BRIEF ->
An exact transcription of each entry below is required, without any pictures.

- Opening Delimiter -

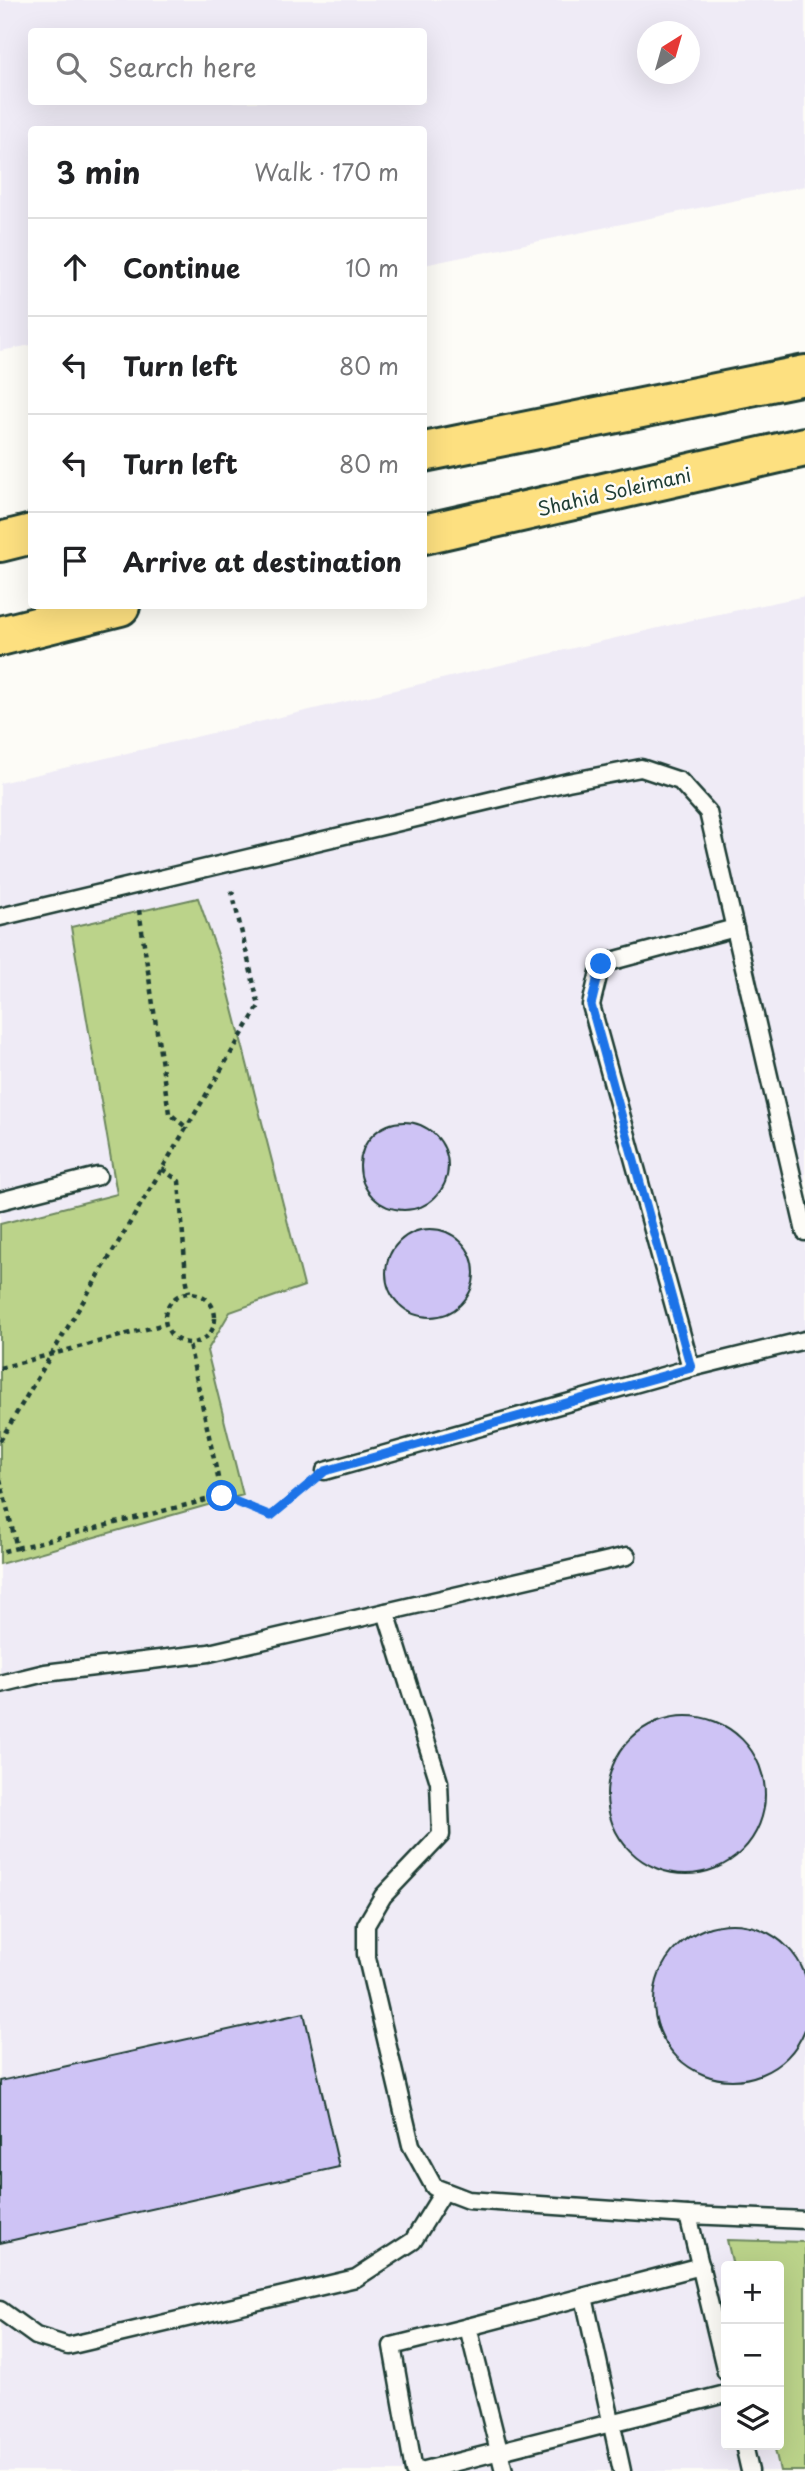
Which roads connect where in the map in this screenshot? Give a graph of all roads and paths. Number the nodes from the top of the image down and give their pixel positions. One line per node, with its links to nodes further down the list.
1 (805, 375): 3 (highway)
2 (805, 447): 4 (highway, Shahid Soleimani)
3 (427, 451)
4 (427, 533)
5 (28, 535): 6 (highway)
6 (0, 542)
7 (108, 609): 8 (highway)
8 (0, 636)
9 (226, 863): 10 (lane); 12 (lane); 13 (path)
10 (135, 885): 11 (lane); 13 (path)
11 (0, 917)
12 (735, 928): 17 (lane); 24 (lane)
13 (187, 1128): 14 (path)
14 (162, 1169): 18 (path); 22 (path)
15 (98, 1176): 16 (lane)
16 (0, 1200)
17 (805, 1232)
18 (189, 1292): 19 (path); 21 (path)
19 (165, 1324): 21 (path); 22 (path)
20 (805, 1340): 24 (lane)
21 (189, 1344): 28 (path)
22 (52, 1354): 23 (path); 25 (path)
23 (0, 1368)
24 (691, 1368): 26 (lane)
25 (0, 1441)
26 (325, 1471): 28 (path)
27 (0, 1479): 29 (path)
28 (222, 1496): 29 (path)
29 (17, 1548): 30 (path)
30 (0, 1552)
31 (627, 1556): 32 (lane)
32 (386, 1612): 33 (lane); 34 (lane)
33 (0, 1684)
34 (444, 2191): 35 (lane); 39 (lane)
35 (688, 2216): 36 (lane); 37 (lane)
36 (805, 2220)
37 (701, 2266): 38 (lane); 41 (lane)
38 (584, 2297): 40 (lane); 43 (lane)
39 (1, 2308)
40 (468, 2327): 45 (lane); 46 (lane)
41 (721, 2351)
42 (721, 2395): 43 (lane)
43 (611, 2423): 45 (lane); 49 (lane)
44 (745, 2450): 50 (lane)
45 (499, 2452): 47 (lane); 48 (lane)
46 (414, 2471)
47 (421, 2471)
48 (504, 2471)
49 (622, 2471)
50 (750, 2471)

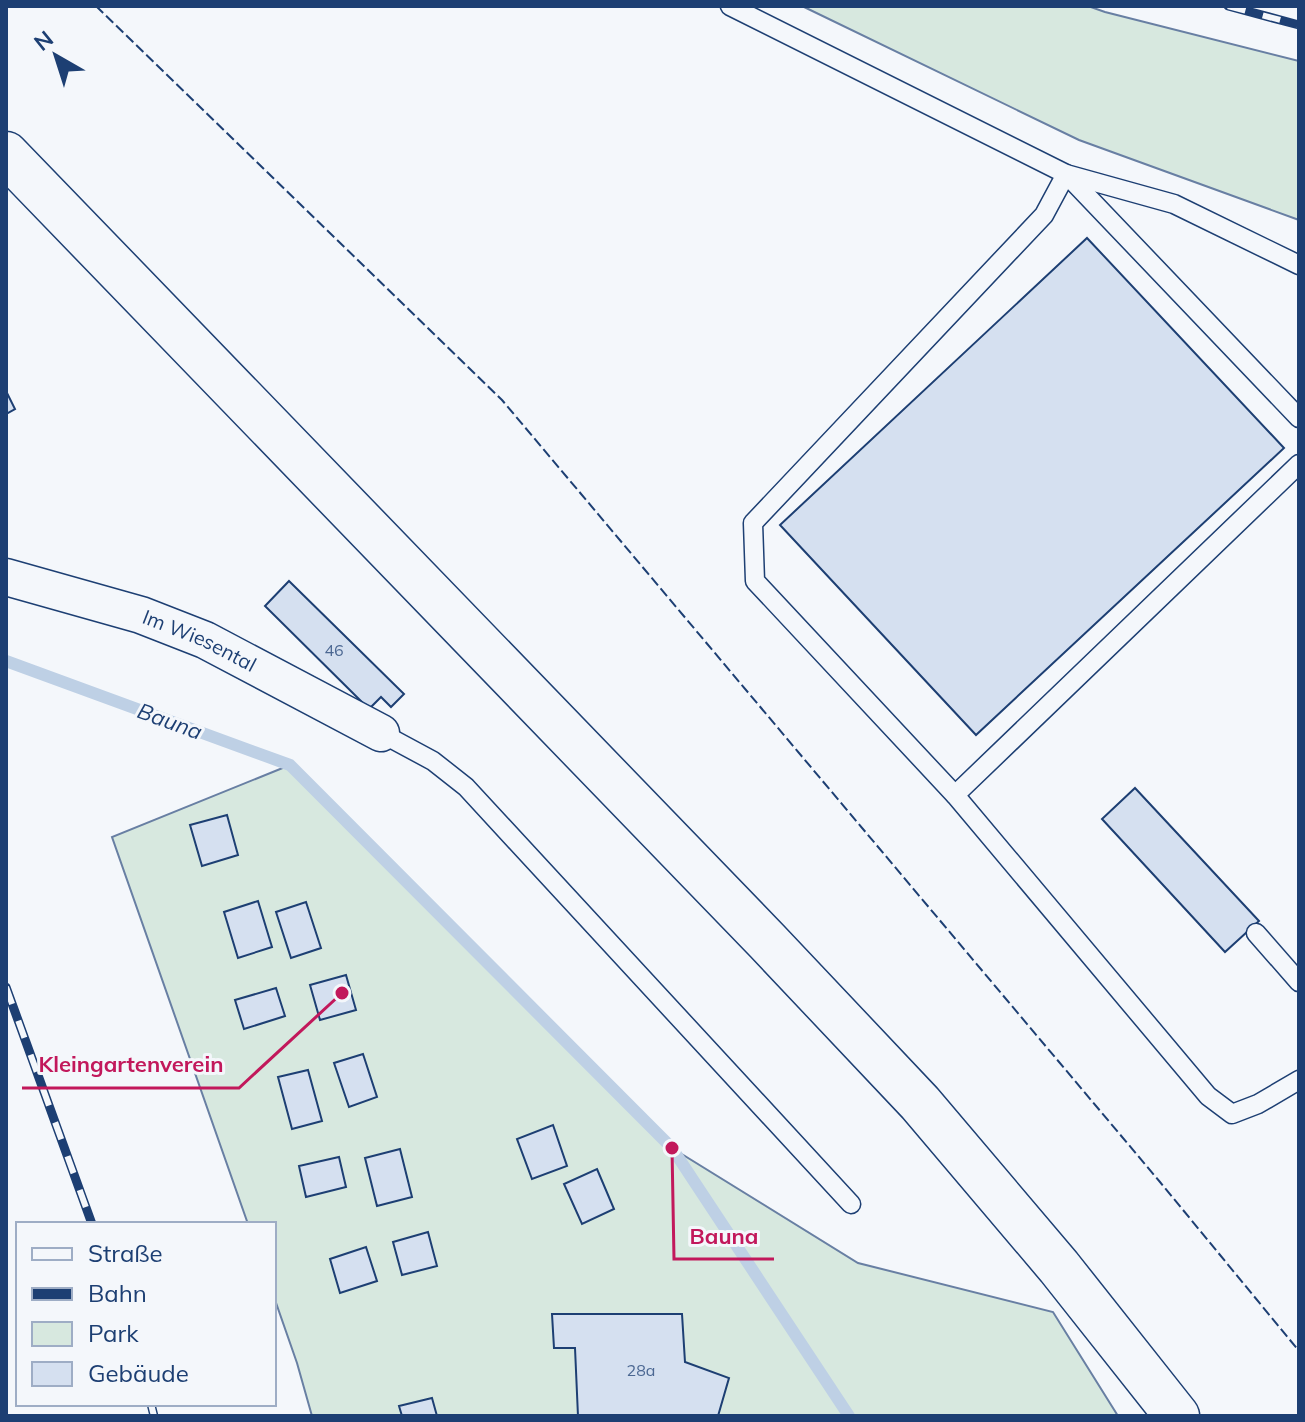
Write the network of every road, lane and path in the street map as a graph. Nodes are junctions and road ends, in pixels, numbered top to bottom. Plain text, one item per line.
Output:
1 (730, 6) edge
2 (6, 154) edge
3 (1066, 174) junction
4 (6, 188) edge
5 (1299, 265) edge
6 (145, 299) junction
7 (1299, 418) edge
8 (1299, 464) edge
9 (6, 577) edge
10 (381, 733) joint
11 (955, 795) junction
12 (1256, 933) dead end
13 (1299, 982) edge
14 (1299, 1080) edge
15 (851, 1204) dead end
16 (1177, 1416) edge

1 - 3 lane
2 - 6 main road
3 - 5 lane
3 - 7 lane
3 - 11 lane
4 - 6 main road
6 - 16 main road
8 - 11 lane
9 - 10 street, Im Wiesental
10 - 15 lane
11 - 14 lane
12 - 13 lane

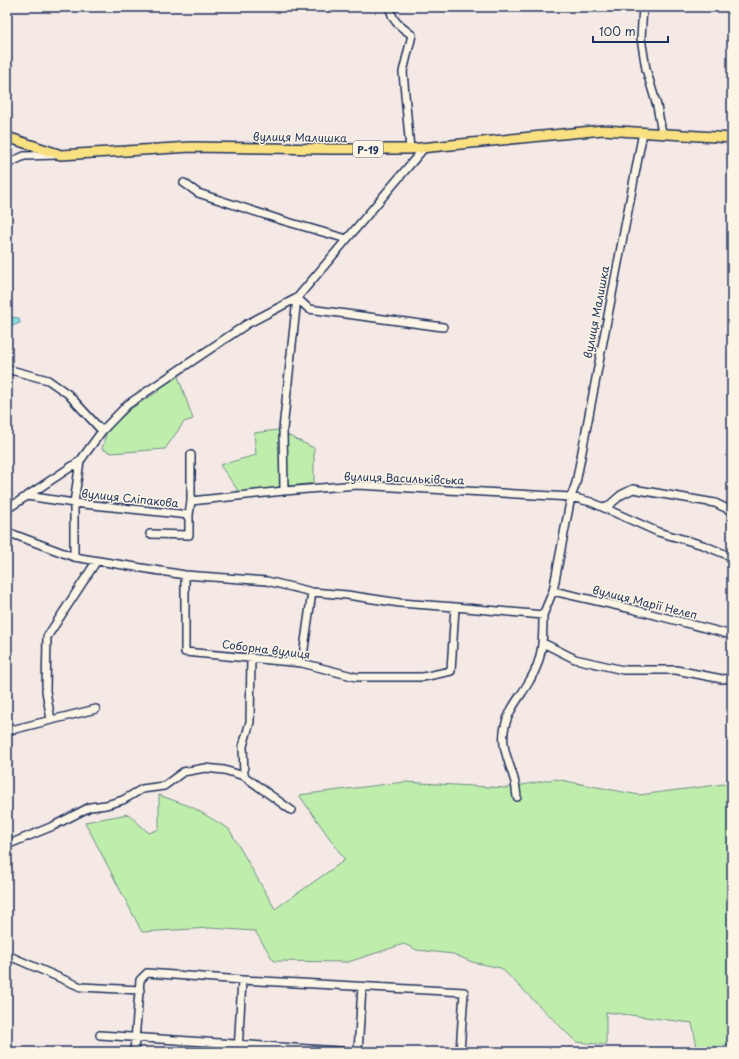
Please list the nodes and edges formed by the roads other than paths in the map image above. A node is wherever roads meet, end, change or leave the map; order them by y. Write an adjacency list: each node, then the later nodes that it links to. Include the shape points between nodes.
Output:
1 (390, 7): 8 (street, via 395,22 412,36 403,72)
2 (643, 7): 4 (street, via 641,38 644,61)
3 (643, 132): 4 (main road, вулиця Малишка / Р-19); 7 (main road, вулиця Малишка / Р-19, via 603,130); 21 (street, вулиця Малишка, via 576,483)
4 (662, 133): 6 (main road, вулиця Малишка / Р-19)
5 (7, 137): 9 (main road, вулиця Малишка / Р-19)
6 (732, 138)
7 (425, 147): 8 (main road, вулиця Малишка / Р-19); 12 (street)
8 (410, 149): 9 (main road, вулиця Малишка / Р-19, via 191,147)
9 (61, 155): 10 (street, via 24,156)
10 (7, 164)
11 (184, 183): 12 (street, via 198,193)
12 (347, 240): 13 (street)
13 (297, 298): 14 (street, via 309,309); 16 (street, via 247,324 127,405); 19 (street, via 283,429)
14 (443, 327)
15 (7, 369): 16 (street, via 48,380 68,394)
16 (102, 431): 18 (street)
17 (191, 455): 22 (street, вулиця Сліпакова)
18 (80, 460): 20 (street); 23 (street, вулиця Сліпакова)
19 (284, 491): 21 (street, вулиця Васильківська, via 357,485); 22 (street, вулиця Васильківська)
20 (27, 496): 23 (street); 25 (street)
21 (571, 497): 24 (street, вулиця Васильківська); 34 (street)
22 (191, 501): 27 (street, вулиця Сліпакова)
23 (74, 503): 27 (street, вулиця Сліпакова); 30 (street)
24 (606, 508): 26 (street, via 621,495 634,489 715,503); 31 (street, вулиця Васильківська, via 658,532)
25 (7, 509)
26 (732, 511)
27 (190, 515): 29 (street, via 189,536)
28 (7, 532): 30 (street)
29 (150, 534)
30 (74, 557): 32 (street)
31 (732, 557)
32 (96, 562): 33 (street); 44 (street, via 47,637 46,691)
33 (186, 575): 35 (street, via 267,581); 40 (street, Соборна вулиця, via 185,652)
34 (553, 591): 37 (street); 38 (street, вулиця Марії Нелеп)
35 (312, 592): 36 (street); 41 (street)
36 (455, 607): 37 (street); 41 (street, Соборна вулиця, via 451,671 423,677 356,677)
37 (543, 615): 39 (street)
38 (732, 635)
39 (543, 643): 42 (street, via 575,659 624,670 676,670 722,679); 47 (street, via 538,665 505,725 507,762)
40 (251, 657): 41 (street, Соборна вулиця); 46 (street, via 250,722 243,746)
41 (302, 663)
42 (732, 678)
43 (96, 709): 44 (street)
44 (52, 720): 45 (street)
45 (7, 731)
46 (244, 776): 48 (street); 49 (street, via 205,768 183,772 164,786 142,789 123,800 90,807)
47 (517, 797)
48 (292, 810)
49 (7, 845)
50 (7, 955): 53 (street, via 81,987)
51 (242, 980): 52 (street); 53 (street, via 147,973 140,980); 56 (street)
52 (362, 987): 59 (street); 60 (street, via 464,992)
53 (140, 990): 55 (street)
54 (100, 1036): 55 (street)
55 (135, 1038): 56 (street); 57 (street)
56 (238, 1048): 58 (street)
57 (134, 1052)
58 (354, 1052)
59 (358, 1052)
60 (460, 1052)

- Closing Delimiter -

ANSWER AREA ->
Which roads connect where in the map in this screenshot? Give a graph of all roads and paths. Number the nodes from the top of the image down and give their pixel positions. One line per node, with its links to nodes further down the list.
1 (805, 375): 3 (highway)
2 (805, 447): 4 (highway, Shahid Soleimani)
3 (427, 451)
4 (427, 533)
5 (28, 535): 6 (highway)
6 (0, 542)
7 (108, 609): 8 (highway)
8 (0, 636)
9 (226, 863): 10 (lane); 12 (lane); 13 (path)
10 (135, 885): 11 (lane); 13 (path)
11 (0, 917)
12 (735, 928): 17 (lane); 24 (lane)
13 (187, 1128): 14 (path)
14 (162, 1169): 18 (path); 22 (path)
15 (98, 1176): 16 (lane)
16 (0, 1200)
17 (805, 1232)
18 (189, 1292): 19 (path); 21 (path)
19 (165, 1324): 21 (path); 22 (path)
20 (805, 1340): 24 (lane)
21 (189, 1344): 28 (path)
22 (52, 1354): 23 (path); 25 (path)
23 (0, 1368)
24 (691, 1368): 26 (lane)
25 (0, 1441)
26 (325, 1471): 28 (path)
27 (0, 1479): 29 (path)
28 (222, 1496): 29 (path)
29 (17, 1548): 30 (path)
30 (0, 1552)
31 (627, 1556): 32 (lane)
32 (386, 1612): 33 (lane); 34 (lane)
33 (0, 1684)
34 (444, 2191): 35 (lane); 39 (lane)
35 (688, 2216): 36 (lane); 37 (lane)
36 (805, 2220)
37 (701, 2266): 38 (lane); 41 (lane)
38 (584, 2297): 40 (lane); 43 (lane)
39 (1, 2308)
40 (468, 2327): 45 (lane); 46 (lane)
41 (721, 2351)
42 (721, 2395): 43 (lane)
43 (611, 2423): 45 (lane); 49 (lane)
44 (745, 2450): 50 (lane)
45 (499, 2452): 47 (lane); 48 (lane)
46 (414, 2471)
47 (421, 2471)
48 (504, 2471)
49 (622, 2471)
50 (750, 2471)

Write the network of every road, lane and path in the street map as a graph. Nodes are junctions and road ends, in pixels, numbered top to bottom. Plain text, one item per line.
Output:
1 (730, 6) edge
2 (6, 154) edge
3 (1066, 174) junction
4 (6, 188) edge
5 (1299, 265) edge
6 (145, 299) junction
7 (1299, 418) edge
8 (1299, 464) edge
9 (6, 577) edge
10 (381, 733) joint
11 (955, 795) junction
12 (1256, 933) dead end
13 (1299, 982) edge
14 (1299, 1080) edge
15 (851, 1204) dead end
16 (1177, 1416) edge

1 - 3 lane
2 - 6 main road
3 - 5 lane
3 - 7 lane
3 - 11 lane
4 - 6 main road
6 - 16 main road
8 - 11 lane
9 - 10 street, Im Wiesental
10 - 15 lane
11 - 14 lane
12 - 13 lane

Please list the nodes and edges formed by the roads other than paths in the map image above. A node is wherever roads meet, end, change or leave the map; order them by y. Write an adjacency list: each node, then the later nodes that it links to. Include the shape points between nodes.
Output:
1 (390, 7): 8 (street, via 395,22 412,36 403,72)
2 (643, 7): 4 (street, via 641,38 644,61)
3 (643, 132): 4 (main road, вулиця Малишка / Р-19); 7 (main road, вулиця Малишка / Р-19, via 603,130); 21 (street, вулиця Малишка, via 576,483)
4 (662, 133): 6 (main road, вулиця Малишка / Р-19)
5 (7, 137): 9 (main road, вулиця Малишка / Р-19)
6 (732, 138)
7 (425, 147): 8 (main road, вулиця Малишка / Р-19); 12 (street)
8 (410, 149): 9 (main road, вулиця Малишка / Р-19, via 191,147)
9 (61, 155): 10 (street, via 24,156)
10 (7, 164)
11 (184, 183): 12 (street, via 198,193)
12 (347, 240): 13 (street)
13 (297, 298): 14 (street, via 309,309); 16 (street, via 247,324 127,405); 19 (street, via 283,429)
14 (443, 327)
15 (7, 369): 16 (street, via 48,380 68,394)
16 (102, 431): 18 (street)
17 (191, 455): 22 (street, вулиця Сліпакова)
18 (80, 460): 20 (street); 23 (street, вулиця Сліпакова)
19 (284, 491): 21 (street, вулиця Васильківська, via 357,485); 22 (street, вулиця Васильківська)
20 (27, 496): 23 (street); 25 (street)
21 (571, 497): 24 (street, вулиця Васильківська); 34 (street)
22 (191, 501): 27 (street, вулиця Сліпакова)
23 (74, 503): 27 (street, вулиця Сліпакова); 30 (street)
24 (606, 508): 26 (street, via 621,495 634,489 715,503); 31 (street, вулиця Васильківська, via 658,532)
25 (7, 509)
26 (732, 511)
27 (190, 515): 29 (street, via 189,536)
28 (7, 532): 30 (street)
29 (150, 534)
30 (74, 557): 32 (street)
31 (732, 557)
32 (96, 562): 33 (street); 44 (street, via 47,637 46,691)
33 (186, 575): 35 (street, via 267,581); 40 (street, Соборна вулиця, via 185,652)
34 (553, 591): 37 (street); 38 (street, вулиця Марії Нелеп)
35 (312, 592): 36 (street); 41 (street)
36 (455, 607): 37 (street); 41 (street, Соборна вулиця, via 451,671 423,677 356,677)
37 (543, 615): 39 (street)
38 (732, 635)
39 (543, 643): 42 (street, via 575,659 624,670 676,670 722,679); 47 (street, via 538,665 505,725 507,762)
40 (251, 657): 41 (street, Соборна вулиця); 46 (street, via 250,722 243,746)
41 (302, 663)
42 (732, 678)
43 (96, 709): 44 (street)
44 (52, 720): 45 (street)
45 (7, 731)
46 (244, 776): 48 (street); 49 (street, via 205,768 183,772 164,786 142,789 123,800 90,807)
47 (517, 797)
48 (292, 810)
49 (7, 845)
50 (7, 955): 53 (street, via 81,987)
51 (242, 980): 52 (street); 53 (street, via 147,973 140,980); 56 (street)
52 (362, 987): 59 (street); 60 (street, via 464,992)
53 (140, 990): 55 (street)
54 (100, 1036): 55 (street)
55 (135, 1038): 56 (street); 57 (street)
56 (238, 1048): 58 (street)
57 (134, 1052)
58 (354, 1052)
59 (358, 1052)
60 (460, 1052)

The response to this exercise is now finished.